**Task item**
Every record is to be returned as written, with no omissions.

**Records for this task**
....................
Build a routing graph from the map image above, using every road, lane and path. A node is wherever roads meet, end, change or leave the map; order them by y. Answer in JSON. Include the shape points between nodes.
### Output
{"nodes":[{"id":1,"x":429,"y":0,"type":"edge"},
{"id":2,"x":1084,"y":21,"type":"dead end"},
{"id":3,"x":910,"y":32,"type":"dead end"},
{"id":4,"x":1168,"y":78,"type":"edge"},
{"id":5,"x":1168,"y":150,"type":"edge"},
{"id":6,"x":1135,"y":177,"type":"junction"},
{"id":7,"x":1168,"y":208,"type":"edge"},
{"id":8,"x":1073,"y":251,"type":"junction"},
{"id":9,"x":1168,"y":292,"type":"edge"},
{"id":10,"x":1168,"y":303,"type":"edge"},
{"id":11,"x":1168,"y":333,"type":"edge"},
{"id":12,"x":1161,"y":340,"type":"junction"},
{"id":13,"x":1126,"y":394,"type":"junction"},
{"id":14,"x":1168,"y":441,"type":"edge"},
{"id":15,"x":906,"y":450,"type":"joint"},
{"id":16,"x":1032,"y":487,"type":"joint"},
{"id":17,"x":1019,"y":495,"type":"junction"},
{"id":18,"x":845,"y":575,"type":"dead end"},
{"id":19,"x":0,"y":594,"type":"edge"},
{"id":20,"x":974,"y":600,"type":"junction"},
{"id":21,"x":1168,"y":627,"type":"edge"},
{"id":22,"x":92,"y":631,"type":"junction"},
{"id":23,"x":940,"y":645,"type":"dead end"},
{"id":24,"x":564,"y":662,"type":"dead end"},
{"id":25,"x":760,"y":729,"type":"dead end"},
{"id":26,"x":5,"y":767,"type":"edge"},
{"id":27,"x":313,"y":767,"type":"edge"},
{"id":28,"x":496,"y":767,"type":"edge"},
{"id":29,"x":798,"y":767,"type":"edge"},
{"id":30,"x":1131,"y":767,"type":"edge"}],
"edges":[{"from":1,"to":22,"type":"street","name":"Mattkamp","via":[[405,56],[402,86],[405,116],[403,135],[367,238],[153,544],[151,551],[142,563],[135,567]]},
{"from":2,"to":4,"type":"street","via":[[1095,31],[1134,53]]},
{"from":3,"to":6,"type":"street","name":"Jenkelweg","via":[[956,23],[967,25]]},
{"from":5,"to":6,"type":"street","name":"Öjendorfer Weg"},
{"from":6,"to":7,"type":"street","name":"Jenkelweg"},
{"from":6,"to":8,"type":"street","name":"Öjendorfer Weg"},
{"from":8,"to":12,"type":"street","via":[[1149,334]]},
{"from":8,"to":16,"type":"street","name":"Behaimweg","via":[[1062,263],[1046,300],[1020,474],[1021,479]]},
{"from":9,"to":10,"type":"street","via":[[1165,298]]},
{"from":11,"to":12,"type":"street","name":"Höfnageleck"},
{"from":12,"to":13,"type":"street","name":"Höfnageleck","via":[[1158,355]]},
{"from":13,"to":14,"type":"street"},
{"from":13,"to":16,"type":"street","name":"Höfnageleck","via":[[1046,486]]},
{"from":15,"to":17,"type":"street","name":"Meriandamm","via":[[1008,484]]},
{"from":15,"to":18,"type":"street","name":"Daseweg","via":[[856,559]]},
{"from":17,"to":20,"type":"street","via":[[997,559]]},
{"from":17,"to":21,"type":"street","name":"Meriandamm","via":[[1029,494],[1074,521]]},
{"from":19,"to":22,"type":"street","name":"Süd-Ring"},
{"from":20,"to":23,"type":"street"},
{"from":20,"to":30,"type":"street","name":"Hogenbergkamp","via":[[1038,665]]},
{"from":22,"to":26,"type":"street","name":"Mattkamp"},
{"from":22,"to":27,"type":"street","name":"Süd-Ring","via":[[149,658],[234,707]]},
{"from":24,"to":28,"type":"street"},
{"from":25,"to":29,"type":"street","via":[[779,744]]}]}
....................
**Exercise solution**
Build a routing graph from the map image above, using every road, lane and path. A node is wherever roads meet, end, change or leave the map; order them by y. Answer in JSON. Include the shape points between nodes.
### Output
{"nodes":[{"id":1,"x":429,"y":0,"type":"edge"},
{"id":2,"x":1084,"y":21,"type":"dead end"},
{"id":3,"x":910,"y":32,"type":"dead end"},
{"id":4,"x":1168,"y":78,"type":"edge"},
{"id":5,"x":1168,"y":150,"type":"edge"},
{"id":6,"x":1135,"y":177,"type":"junction"},
{"id":7,"x":1168,"y":208,"type":"edge"},
{"id":8,"x":1073,"y":251,"type":"junction"},
{"id":9,"x":1168,"y":292,"type":"edge"},
{"id":10,"x":1168,"y":303,"type":"edge"},
{"id":11,"x":1168,"y":333,"type":"edge"},
{"id":12,"x":1161,"y":340,"type":"junction"},
{"id":13,"x":1126,"y":394,"type":"junction"},
{"id":14,"x":1168,"y":441,"type":"edge"},
{"id":15,"x":906,"y":450,"type":"joint"},
{"id":16,"x":1032,"y":487,"type":"joint"},
{"id":17,"x":1019,"y":495,"type":"junction"},
{"id":18,"x":845,"y":575,"type":"dead end"},
{"id":19,"x":0,"y":594,"type":"edge"},
{"id":20,"x":974,"y":600,"type":"junction"},
{"id":21,"x":1168,"y":627,"type":"edge"},
{"id":22,"x":92,"y":631,"type":"junction"},
{"id":23,"x":940,"y":645,"type":"dead end"},
{"id":24,"x":564,"y":662,"type":"dead end"},
{"id":25,"x":760,"y":729,"type":"dead end"},
{"id":26,"x":5,"y":767,"type":"edge"},
{"id":27,"x":313,"y":767,"type":"edge"},
{"id":28,"x":496,"y":767,"type":"edge"},
{"id":29,"x":798,"y":767,"type":"edge"},
{"id":30,"x":1131,"y":767,"type":"edge"}],
"edges":[{"from":1,"to":22,"type":"street","name":"Mattkamp","via":[[405,56],[402,86],[405,116],[403,135],[367,238],[153,544],[151,551],[142,563],[135,567]]},
{"from":2,"to":4,"type":"street","via":[[1095,31],[1134,53]]},
{"from":3,"to":6,"type":"street","name":"Jenkelweg","via":[[956,23],[967,25]]},
{"from":5,"to":6,"type":"street","name":"Öjendorfer Weg"},
{"from":6,"to":7,"type":"street","name":"Jenkelweg"},
{"from":6,"to":8,"type":"street","name":"Öjendorfer Weg"},
{"from":8,"to":12,"type":"street","via":[[1149,334]]},
{"from":8,"to":16,"type":"street","name":"Behaimweg","via":[[1062,263],[1046,300],[1020,474],[1021,479]]},
{"from":9,"to":10,"type":"street","via":[[1165,298]]},
{"from":11,"to":12,"type":"street","name":"Höfnageleck"},
{"from":12,"to":13,"type":"street","name":"Höfnageleck","via":[[1158,355]]},
{"from":13,"to":14,"type":"street"},
{"from":13,"to":16,"type":"street","name":"Höfnageleck","via":[[1046,486]]},
{"from":15,"to":17,"type":"street","name":"Meriandamm","via":[[1008,484]]},
{"from":15,"to":18,"type":"street","name":"Daseweg","via":[[856,559]]},
{"from":17,"to":20,"type":"street","via":[[997,559]]},
{"from":17,"to":21,"type":"street","name":"Meriandamm","via":[[1029,494],[1074,521]]},
{"from":19,"to":22,"type":"street","name":"Süd-Ring"},
{"from":20,"to":23,"type":"street"},
{"from":20,"to":30,"type":"street","name":"Hogenbergkamp","via":[[1038,665]]},
{"from":22,"to":26,"type":"street","name":"Mattkamp"},
{"from":22,"to":27,"type":"street","name":"Süd-Ring","via":[[149,658],[234,707]]},
{"from":24,"to":28,"type":"street"},
{"from":25,"to":29,"type":"street","via":[[779,744]]}]}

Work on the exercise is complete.